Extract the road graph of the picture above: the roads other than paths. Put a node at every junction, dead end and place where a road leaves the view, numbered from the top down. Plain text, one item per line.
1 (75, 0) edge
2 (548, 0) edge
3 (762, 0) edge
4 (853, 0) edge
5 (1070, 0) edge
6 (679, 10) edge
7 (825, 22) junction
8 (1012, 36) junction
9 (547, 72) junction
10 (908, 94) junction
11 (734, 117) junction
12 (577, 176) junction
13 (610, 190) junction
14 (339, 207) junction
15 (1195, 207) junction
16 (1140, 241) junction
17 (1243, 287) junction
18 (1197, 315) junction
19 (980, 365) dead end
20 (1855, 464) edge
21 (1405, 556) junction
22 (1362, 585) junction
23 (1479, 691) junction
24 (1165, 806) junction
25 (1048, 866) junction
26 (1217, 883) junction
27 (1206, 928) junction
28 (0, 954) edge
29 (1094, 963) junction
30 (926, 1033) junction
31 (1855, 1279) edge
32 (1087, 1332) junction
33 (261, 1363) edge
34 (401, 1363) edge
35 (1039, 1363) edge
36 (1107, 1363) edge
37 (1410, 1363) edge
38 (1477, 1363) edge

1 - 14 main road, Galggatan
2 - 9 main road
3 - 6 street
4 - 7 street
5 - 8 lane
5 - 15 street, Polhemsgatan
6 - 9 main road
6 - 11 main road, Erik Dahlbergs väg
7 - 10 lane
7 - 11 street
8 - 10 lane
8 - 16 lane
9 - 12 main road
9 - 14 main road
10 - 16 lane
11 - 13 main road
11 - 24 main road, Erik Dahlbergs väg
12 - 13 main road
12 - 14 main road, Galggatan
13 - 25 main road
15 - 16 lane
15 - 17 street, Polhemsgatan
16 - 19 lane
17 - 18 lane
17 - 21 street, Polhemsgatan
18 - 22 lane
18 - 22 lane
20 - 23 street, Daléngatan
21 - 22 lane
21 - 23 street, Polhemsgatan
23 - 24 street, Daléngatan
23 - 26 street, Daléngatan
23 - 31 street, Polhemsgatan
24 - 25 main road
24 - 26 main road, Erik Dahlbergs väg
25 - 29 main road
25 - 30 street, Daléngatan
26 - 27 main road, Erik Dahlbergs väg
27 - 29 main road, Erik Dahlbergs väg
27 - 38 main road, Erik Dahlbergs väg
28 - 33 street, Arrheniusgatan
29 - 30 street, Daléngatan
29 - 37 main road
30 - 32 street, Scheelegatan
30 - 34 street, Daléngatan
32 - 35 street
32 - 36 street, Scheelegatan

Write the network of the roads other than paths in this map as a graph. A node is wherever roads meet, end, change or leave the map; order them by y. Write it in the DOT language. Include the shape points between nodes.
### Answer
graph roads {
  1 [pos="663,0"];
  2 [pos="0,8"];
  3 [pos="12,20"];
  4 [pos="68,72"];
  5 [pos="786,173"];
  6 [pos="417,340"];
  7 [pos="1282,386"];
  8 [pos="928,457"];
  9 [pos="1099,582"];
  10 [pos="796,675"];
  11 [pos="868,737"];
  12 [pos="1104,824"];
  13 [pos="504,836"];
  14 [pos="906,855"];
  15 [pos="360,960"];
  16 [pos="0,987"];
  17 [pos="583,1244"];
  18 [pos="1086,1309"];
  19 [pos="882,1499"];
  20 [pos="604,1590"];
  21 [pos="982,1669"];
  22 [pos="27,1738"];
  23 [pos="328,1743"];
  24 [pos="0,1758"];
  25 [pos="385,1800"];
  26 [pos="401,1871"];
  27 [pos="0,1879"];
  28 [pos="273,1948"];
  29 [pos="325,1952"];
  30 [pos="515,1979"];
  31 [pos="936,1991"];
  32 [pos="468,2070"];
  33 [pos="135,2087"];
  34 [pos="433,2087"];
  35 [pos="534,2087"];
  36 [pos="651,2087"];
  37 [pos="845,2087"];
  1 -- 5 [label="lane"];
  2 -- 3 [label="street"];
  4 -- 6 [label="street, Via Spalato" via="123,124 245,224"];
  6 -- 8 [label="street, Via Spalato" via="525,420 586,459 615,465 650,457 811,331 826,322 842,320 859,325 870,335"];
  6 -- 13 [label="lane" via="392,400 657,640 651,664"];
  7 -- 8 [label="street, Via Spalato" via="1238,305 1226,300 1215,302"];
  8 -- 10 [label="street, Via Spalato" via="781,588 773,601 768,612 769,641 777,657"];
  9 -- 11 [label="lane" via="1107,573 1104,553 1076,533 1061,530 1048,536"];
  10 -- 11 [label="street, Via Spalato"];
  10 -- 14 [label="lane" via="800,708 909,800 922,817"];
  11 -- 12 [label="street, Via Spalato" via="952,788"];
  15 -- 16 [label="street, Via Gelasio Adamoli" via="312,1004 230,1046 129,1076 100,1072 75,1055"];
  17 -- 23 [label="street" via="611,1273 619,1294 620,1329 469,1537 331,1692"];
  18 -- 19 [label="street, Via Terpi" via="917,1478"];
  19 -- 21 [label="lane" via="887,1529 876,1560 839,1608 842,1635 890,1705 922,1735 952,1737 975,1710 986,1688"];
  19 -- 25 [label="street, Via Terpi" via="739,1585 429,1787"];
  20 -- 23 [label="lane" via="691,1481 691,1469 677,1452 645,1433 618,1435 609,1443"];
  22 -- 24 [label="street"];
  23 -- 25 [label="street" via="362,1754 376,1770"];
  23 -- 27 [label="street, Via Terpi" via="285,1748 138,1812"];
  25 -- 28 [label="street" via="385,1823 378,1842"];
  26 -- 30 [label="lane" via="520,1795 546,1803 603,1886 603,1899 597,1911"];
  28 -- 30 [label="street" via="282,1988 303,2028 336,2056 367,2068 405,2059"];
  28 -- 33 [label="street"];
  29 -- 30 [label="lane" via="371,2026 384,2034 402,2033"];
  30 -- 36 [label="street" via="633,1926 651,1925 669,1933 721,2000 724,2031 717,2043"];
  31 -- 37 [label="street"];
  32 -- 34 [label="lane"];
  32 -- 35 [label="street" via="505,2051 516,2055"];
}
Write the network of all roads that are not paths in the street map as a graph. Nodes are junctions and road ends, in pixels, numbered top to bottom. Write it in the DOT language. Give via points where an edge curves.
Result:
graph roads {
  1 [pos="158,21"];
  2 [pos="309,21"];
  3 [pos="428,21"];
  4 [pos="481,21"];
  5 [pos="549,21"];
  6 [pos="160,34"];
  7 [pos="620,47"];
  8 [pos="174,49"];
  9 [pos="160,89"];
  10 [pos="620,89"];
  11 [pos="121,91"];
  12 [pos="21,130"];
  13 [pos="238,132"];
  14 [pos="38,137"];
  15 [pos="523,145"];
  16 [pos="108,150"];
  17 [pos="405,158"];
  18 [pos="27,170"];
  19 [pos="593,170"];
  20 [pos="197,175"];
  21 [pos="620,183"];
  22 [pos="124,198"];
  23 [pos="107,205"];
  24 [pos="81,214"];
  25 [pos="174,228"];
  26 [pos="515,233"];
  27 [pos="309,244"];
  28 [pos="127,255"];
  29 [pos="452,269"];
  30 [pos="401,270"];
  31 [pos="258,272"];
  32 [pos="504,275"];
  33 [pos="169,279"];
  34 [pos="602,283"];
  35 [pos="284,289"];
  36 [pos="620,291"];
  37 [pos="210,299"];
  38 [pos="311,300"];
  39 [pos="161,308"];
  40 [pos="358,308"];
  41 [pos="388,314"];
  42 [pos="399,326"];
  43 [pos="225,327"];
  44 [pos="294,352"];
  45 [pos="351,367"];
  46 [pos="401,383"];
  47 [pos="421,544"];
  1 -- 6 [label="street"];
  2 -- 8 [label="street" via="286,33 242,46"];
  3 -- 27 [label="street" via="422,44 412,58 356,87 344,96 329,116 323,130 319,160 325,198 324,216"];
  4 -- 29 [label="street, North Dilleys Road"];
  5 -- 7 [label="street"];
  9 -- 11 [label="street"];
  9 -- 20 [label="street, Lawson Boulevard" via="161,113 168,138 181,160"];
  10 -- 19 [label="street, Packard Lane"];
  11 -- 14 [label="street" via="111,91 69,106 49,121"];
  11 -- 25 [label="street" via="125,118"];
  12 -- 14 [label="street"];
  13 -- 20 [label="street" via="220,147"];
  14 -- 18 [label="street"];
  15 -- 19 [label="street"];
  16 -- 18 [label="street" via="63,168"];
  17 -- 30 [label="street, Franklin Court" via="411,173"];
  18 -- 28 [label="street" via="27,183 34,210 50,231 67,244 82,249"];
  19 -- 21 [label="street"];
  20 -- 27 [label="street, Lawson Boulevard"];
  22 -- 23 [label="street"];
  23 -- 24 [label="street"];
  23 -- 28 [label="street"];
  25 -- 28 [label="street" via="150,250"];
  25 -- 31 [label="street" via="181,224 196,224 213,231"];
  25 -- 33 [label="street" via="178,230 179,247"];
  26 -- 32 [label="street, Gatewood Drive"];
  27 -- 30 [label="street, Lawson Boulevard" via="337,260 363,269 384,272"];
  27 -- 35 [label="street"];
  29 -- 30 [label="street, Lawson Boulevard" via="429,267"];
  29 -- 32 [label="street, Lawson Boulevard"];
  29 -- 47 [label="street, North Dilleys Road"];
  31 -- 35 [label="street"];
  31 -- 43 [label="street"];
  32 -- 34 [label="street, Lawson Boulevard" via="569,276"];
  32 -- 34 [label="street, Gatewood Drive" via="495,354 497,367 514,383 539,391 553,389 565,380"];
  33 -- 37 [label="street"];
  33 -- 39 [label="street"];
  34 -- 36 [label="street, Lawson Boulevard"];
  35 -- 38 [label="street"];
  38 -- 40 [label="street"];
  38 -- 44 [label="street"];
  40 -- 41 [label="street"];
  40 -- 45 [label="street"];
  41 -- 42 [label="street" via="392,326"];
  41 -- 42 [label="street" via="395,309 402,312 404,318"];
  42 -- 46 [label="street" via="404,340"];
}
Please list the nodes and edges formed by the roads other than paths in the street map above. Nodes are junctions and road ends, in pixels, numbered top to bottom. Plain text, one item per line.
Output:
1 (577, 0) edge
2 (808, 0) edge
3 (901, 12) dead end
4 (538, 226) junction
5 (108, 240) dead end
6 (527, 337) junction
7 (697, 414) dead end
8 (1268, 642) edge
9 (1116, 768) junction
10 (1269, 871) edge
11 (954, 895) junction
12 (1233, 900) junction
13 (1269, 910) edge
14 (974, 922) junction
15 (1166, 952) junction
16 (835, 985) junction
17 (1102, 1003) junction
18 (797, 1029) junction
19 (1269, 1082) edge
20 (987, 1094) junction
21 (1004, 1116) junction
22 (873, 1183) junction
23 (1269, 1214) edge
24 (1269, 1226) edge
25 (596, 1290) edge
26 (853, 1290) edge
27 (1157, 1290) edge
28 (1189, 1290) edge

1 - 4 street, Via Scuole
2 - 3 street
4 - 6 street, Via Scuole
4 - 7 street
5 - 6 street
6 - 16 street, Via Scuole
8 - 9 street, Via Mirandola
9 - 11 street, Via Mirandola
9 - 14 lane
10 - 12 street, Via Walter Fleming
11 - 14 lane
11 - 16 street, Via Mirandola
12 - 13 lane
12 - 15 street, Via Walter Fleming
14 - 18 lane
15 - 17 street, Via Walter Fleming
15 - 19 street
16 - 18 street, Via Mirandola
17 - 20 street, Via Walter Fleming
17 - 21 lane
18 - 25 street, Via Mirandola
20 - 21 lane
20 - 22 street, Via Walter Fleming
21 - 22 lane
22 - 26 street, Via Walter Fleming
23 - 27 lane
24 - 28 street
********
Exercise goal:
In the entries above, find lines with "numbered" and copy each.

Task answer:
Extract the road graph of the picture above: the roads other than paths. Put a node at every junction, dead end and place where a road leaves the view, numbered from the top down. Plain text, one item per line.
Write the network of all roads that are not paths in the street map as a graph. Nodes are junctions and road ends, in pixels, numbered top to bottom. Write it in the DOT language. Give via points where an edge curves.
Please list the nodes and edges formed by the roads other than paths in the street map above. Nodes are junctions and road ends, in pixels, numbered top to bottom. Plain text, one item per line.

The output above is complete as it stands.